His parents were in humble circumstances, and Massey was little more than a child when he was set to hard work in a silk factory, which he afterwards deserted for the equally laborious occupation of strawplaiting. These early years were rendered gloomy by much distress and deprivation, against which the young man strove with increasing spirit and virility, educating himself in his spare time, and gradually cultivating his innate taste for literary work.
He was attracted by the movement known as Christian Socialism, into which he threw himself with whole-hearted vigour, and so became associated with Maurice and Kingsley. His first public appearance as a writer was in connection with a journal called the Spirit of Freedom, of which he became editor, and he was only twenty-two when he published his first volume of poems, Voices of Freedom and Lyrics of Love. These he followed in rapid succession by The Ballad of Babe Christabel (1854), War Waits (1855), Havelock's March (1860), and A Tale of Eternity (1869).
Many years afterwards in 1889, he collected the best of the contents of these volumes, with additions, into a two-volume edition of his poems called My Lyrical Life. He also published works dealing with spiritualism, the study of Shakespeare's sonnets (1872 and 1890), and theological speculation. It is generally understood that he was the original of George Eliot's Felix Holl.
Massey's poetry has a certain rough and vigorous element of sincerity and strength which easily accounts for its popularity at the time of its production. He treated the theme of Sir Richard Grenville before Tennyson thought of using it, with much force and vitality. Indeed, Tennyson's own praise of Massey's work is still its best eulogy, for the Laureate found in him a poet of fine lyrical impulse, and of a rich half-Oriental imagination.

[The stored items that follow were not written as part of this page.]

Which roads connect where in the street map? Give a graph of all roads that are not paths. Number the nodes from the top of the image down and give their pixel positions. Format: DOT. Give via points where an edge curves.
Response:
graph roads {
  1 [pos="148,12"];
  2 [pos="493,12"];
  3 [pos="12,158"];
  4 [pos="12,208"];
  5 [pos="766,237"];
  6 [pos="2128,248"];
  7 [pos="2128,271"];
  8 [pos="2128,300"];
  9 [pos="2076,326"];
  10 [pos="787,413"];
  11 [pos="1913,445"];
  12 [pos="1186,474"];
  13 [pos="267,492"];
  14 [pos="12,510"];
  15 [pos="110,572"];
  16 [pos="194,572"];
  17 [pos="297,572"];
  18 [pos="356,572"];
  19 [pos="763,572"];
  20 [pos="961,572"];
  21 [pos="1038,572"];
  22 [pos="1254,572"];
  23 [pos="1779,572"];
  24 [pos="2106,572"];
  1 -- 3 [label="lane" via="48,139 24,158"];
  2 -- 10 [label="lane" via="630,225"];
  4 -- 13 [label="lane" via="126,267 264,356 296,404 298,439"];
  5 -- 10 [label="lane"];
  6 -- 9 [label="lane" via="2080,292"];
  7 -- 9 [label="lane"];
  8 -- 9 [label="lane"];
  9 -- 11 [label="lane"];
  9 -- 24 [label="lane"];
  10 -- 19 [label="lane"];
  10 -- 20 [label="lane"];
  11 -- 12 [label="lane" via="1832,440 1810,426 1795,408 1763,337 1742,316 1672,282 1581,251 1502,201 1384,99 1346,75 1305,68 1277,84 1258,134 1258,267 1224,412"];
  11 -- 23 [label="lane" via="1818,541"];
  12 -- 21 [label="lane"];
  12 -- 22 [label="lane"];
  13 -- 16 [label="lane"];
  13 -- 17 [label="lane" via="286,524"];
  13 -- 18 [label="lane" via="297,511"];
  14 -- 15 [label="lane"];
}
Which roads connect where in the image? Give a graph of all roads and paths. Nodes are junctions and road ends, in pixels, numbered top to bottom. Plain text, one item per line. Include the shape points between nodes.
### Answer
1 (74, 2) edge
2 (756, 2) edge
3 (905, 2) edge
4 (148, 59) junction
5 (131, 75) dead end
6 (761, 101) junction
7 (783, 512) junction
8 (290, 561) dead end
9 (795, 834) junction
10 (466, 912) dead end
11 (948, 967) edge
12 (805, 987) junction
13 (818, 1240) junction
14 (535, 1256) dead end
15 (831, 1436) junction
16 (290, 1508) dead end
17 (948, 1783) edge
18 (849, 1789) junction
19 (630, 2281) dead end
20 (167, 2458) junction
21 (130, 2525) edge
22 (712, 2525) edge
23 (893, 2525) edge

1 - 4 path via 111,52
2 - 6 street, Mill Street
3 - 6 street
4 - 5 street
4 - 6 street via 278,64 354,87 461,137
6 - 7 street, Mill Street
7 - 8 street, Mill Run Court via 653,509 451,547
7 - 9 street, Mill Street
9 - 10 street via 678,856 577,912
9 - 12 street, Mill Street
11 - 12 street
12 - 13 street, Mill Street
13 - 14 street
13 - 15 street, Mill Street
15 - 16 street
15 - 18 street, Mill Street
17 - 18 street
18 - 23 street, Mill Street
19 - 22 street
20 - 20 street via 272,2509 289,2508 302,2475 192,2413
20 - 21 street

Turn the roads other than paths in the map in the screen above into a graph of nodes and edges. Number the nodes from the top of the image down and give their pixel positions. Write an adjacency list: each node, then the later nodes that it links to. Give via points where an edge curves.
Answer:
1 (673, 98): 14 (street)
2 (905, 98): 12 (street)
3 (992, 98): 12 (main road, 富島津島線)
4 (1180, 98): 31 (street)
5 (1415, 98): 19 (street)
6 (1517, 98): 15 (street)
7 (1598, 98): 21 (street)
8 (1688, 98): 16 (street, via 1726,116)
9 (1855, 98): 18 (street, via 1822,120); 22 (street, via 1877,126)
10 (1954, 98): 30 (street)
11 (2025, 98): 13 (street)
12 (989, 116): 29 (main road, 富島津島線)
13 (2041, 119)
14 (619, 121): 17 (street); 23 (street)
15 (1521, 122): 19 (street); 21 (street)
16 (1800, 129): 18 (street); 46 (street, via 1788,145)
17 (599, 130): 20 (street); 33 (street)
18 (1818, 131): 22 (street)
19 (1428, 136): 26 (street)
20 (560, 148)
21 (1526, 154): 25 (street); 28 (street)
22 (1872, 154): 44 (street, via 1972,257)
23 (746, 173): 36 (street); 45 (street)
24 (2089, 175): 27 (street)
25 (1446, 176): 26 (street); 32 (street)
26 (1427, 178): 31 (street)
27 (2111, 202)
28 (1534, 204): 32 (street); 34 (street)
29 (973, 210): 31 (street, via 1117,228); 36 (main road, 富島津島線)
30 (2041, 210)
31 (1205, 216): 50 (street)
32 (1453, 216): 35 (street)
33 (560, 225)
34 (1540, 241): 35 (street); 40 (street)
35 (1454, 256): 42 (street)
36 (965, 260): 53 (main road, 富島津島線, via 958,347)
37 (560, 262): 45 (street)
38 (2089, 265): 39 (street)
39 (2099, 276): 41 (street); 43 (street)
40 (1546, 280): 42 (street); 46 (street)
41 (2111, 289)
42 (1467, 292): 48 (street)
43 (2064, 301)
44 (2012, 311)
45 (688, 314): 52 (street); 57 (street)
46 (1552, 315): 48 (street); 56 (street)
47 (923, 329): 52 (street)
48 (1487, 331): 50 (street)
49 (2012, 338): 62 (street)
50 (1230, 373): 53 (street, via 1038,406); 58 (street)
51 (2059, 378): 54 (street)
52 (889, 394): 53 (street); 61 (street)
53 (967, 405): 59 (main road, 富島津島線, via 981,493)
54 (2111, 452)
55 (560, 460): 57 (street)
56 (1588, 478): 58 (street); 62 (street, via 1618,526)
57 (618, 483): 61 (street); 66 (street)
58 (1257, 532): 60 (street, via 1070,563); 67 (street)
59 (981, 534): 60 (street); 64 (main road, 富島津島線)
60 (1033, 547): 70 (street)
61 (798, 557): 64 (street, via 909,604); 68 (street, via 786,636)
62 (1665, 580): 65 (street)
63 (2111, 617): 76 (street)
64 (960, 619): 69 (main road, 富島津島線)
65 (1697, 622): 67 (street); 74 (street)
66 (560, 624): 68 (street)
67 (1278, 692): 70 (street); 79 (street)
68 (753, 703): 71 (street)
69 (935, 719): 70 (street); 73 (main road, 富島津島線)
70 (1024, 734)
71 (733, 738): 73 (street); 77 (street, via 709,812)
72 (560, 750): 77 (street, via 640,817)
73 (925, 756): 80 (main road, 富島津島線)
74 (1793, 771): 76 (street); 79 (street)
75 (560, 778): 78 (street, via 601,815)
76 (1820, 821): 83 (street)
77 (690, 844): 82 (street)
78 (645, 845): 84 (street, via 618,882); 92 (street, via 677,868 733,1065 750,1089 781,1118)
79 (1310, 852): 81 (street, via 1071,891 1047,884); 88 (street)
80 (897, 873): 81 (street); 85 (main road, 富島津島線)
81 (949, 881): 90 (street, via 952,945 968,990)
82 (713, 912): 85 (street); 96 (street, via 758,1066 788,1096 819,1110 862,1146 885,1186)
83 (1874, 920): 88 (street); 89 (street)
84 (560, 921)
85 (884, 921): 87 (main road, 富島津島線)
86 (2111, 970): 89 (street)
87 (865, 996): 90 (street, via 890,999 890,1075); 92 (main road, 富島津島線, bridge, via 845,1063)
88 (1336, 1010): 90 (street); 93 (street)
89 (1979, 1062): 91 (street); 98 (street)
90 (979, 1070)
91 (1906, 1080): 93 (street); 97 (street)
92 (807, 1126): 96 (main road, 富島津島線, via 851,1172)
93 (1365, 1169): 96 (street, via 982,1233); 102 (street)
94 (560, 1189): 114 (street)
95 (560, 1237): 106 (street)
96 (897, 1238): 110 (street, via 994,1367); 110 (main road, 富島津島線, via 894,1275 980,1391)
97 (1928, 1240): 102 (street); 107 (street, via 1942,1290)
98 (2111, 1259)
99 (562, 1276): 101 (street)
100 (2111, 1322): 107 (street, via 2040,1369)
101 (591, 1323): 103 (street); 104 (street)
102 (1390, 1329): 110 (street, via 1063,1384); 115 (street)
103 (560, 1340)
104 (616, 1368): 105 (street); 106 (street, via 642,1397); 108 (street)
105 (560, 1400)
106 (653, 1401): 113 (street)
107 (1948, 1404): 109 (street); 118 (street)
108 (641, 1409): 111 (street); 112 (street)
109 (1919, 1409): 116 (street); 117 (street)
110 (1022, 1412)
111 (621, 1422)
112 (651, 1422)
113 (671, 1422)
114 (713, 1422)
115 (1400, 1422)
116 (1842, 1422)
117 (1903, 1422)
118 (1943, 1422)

The inspiration of his poetry is essentially British; he was a patriot to the core. It is, however, as an Egyptologist that Gerald Massey is best known in the world of letters. He first published The Book of the Beginnings, followed by The Natural Genesis; but by far his most important work is Ancient Egypt: The Light of the World, published shortly before his death.
See an article by John Churton Collins in the Contemporary Review (May 1904).